In some embodiments an orthotic device comprising a wedge configured to be placed beneath a forefoot can be attached to the forefoot of a user.
Some embodiments include kits for using an orthotic device comprising a wedge configured to be placed beneath a forefoot and instructions for using the wedge.
Some embodiments include methods for treating forefoot varus comprising: identifying a subject in need thereof; adapting a wedge configured to be placed beneath a forefoot to fit within a shoe of said subject; and inserting said wedge into said shoe.
Embodiments relate to orthotic devices. Some embodiments can include a wedge configured to be placed beneath a forefoot, wherein the wedge comprises an upper surface, a lower surface, a front surface, a rear surface, wherein the gradient between the upper surface and the lower surface comprises an angle increasing from the outside surface of the wedge positioned under the 5th metatarsal to the inside surface of the wedge positioned under the 1st metatarsal.
In some embodiments, the orthotic devices described herein can include inserts adapted to fit inside a shoe. Such shoes can include, for example. running shoes, track shoes, spikes, track spikes, and dance shoes such as ballet slippers, ballet flats, and ballet pointes. The device can be disposable. In some embodiments, the device can be an integral component of a shoe, for example, an insole, a sole, or a spike plate. In more embodiments, an orthotic device described herein can be attached to the forefoot of a user or attached to a sock liner. Some embodiments include kits comprising an orthotic device adapted to fit inside a shoe, or an orthotic device adapted to fit on the undersole of a shoe.
The orthotic devices described herein can be used to improve various forms of gait. For example, the orthotic devices described herein can be used to treat forefoot varus. In some embodiments, the orthotic devices described herein improve aspects of gait, such as running. Particular types of running include sprinting. Examples of sprints include track events. Examples of track events are well known and include the 50 m, 55 m, 60 m, 100 m, 200 m, 400 m, 800 m, 1000 m. 1500 m, 1600 m, one mile, 55 m with hurdles, 60 m with hurdles, 110 m with hurdles, and 400 m with hurdles.
In contrast to normal gait mechanics of walking, running removes the heel strike and the mid-stance component of the gait cycle. In order to most efficiently propel the body in running the foot must remain a rigid lever with only the forefoot striking the ground. Runners achieve higher speeds with greater force delivered during the forefoot strike and shorter total foot ground contact time.
Abnormalities in rear foot, mid-foot, and forefoot positioning as well as excessive instability in normal gait creates inefficiencies in the gait cycle as well as the possibility for greater risk of injuries. These abnormalities also decrease the efficiency and ability for runners to create a rigid lever to propel themselves.
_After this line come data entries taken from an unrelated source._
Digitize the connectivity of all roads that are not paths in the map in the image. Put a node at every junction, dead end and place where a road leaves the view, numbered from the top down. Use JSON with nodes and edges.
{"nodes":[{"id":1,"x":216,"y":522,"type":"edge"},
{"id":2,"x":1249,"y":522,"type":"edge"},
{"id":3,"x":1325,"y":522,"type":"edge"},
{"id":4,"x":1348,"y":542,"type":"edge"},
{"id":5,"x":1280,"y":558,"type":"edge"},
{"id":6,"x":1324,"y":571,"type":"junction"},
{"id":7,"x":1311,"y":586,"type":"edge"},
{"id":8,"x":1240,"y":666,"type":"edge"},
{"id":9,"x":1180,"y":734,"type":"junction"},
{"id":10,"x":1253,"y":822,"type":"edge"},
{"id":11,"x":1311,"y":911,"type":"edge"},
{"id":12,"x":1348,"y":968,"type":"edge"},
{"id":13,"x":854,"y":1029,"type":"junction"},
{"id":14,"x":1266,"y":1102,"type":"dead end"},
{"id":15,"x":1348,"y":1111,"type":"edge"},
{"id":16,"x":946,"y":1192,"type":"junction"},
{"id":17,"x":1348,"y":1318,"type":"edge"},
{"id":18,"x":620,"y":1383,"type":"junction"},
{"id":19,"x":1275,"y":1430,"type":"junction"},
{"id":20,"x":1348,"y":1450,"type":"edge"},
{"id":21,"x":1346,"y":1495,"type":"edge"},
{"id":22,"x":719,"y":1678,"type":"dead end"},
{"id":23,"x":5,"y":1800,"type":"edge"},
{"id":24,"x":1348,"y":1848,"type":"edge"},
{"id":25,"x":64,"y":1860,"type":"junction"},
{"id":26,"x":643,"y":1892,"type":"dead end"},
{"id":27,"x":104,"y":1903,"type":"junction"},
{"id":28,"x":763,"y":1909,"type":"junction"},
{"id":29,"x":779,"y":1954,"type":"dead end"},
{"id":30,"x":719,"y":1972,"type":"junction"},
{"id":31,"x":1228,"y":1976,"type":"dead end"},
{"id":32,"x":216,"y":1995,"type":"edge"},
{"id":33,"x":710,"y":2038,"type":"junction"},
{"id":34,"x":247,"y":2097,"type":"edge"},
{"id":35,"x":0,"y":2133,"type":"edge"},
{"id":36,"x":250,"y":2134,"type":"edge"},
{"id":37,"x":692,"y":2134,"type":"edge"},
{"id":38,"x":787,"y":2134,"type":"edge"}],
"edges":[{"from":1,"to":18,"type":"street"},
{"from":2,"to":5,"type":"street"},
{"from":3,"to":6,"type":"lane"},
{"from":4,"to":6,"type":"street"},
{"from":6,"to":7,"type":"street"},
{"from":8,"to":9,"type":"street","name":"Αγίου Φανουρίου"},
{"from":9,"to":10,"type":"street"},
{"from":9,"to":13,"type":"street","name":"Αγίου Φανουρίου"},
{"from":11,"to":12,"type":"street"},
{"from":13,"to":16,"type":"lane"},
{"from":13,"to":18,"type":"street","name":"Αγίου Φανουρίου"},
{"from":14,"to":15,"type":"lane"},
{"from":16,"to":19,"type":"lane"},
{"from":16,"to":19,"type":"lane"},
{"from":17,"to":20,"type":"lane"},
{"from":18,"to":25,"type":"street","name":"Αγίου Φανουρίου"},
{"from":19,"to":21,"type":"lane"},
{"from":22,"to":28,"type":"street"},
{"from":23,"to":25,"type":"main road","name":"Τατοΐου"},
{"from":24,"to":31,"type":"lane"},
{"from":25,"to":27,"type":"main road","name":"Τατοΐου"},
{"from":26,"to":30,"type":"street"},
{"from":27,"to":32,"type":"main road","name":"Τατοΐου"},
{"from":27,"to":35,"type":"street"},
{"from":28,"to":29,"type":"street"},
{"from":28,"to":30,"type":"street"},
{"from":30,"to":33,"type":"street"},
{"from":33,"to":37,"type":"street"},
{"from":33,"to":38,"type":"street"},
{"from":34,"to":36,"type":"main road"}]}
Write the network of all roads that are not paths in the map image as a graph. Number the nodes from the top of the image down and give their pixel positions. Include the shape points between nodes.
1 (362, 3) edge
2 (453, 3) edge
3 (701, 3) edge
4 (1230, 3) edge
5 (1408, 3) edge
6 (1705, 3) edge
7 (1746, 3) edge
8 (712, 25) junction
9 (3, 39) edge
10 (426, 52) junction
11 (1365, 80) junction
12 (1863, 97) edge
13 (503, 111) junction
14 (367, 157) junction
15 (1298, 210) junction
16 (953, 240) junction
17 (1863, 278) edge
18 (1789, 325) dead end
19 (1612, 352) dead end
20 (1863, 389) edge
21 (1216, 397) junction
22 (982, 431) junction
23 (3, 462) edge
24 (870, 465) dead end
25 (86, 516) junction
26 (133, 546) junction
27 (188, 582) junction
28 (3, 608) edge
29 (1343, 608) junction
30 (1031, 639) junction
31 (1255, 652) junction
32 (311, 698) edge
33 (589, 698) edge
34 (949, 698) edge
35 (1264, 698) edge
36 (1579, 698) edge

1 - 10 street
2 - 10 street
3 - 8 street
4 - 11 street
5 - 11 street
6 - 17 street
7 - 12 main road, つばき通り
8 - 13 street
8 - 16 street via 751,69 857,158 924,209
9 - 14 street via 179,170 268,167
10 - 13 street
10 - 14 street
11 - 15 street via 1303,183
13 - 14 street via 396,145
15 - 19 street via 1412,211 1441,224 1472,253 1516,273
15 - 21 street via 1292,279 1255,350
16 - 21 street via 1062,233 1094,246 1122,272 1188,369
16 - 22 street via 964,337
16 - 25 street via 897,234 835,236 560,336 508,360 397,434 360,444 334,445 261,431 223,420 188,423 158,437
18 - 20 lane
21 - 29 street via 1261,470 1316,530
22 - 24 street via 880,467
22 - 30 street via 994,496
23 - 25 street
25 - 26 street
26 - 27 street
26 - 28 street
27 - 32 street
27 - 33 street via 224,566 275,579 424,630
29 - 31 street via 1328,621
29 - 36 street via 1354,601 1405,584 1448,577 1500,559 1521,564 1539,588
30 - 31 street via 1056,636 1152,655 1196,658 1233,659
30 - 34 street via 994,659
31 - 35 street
However, as the forefoot is the primary contact point with the ground for sprinters, misalignment of the forefoot can create suboptimal joint alignment and subsequent ability to stabilize joints throughout the lower extremity kinetic chain.
One aspect of the present invention recognizes that footwear, such as track spikes and dance shoes lack internal volume to accommodate bulky orthotic devices. Another aspect recognizes that it is the forefoot of a sprinter that contacts the ground during sprinting, and while the sprinter may rely on intrinsic muscles to stabilize the mid and rear foot, the forefoot may still require adjustment.
Without wishing to be bound by any one theory, the orthotic devices described herein can be useful to increase the force a foot strikes the ground during running, such as sprinting. Human sprinters normally take longer strides than those of non-sprinters. One way of achieving longer strides may be to apply great forces to the ground. At any speed, applying greater forces in opposition to gravity should increase a runner's vertical velocity on takeoff, thereby increasing both aerial time and forward distance traveled between steps. The first toe (hallux) may carry approximately 50% of the force transferred by a runner to the ground. In some embodiments, the orthotic devices described herein reduce the time taken for the first toe to contact the ground, thus increasing the total force transmitted through the first toe as the toe strikes the ground.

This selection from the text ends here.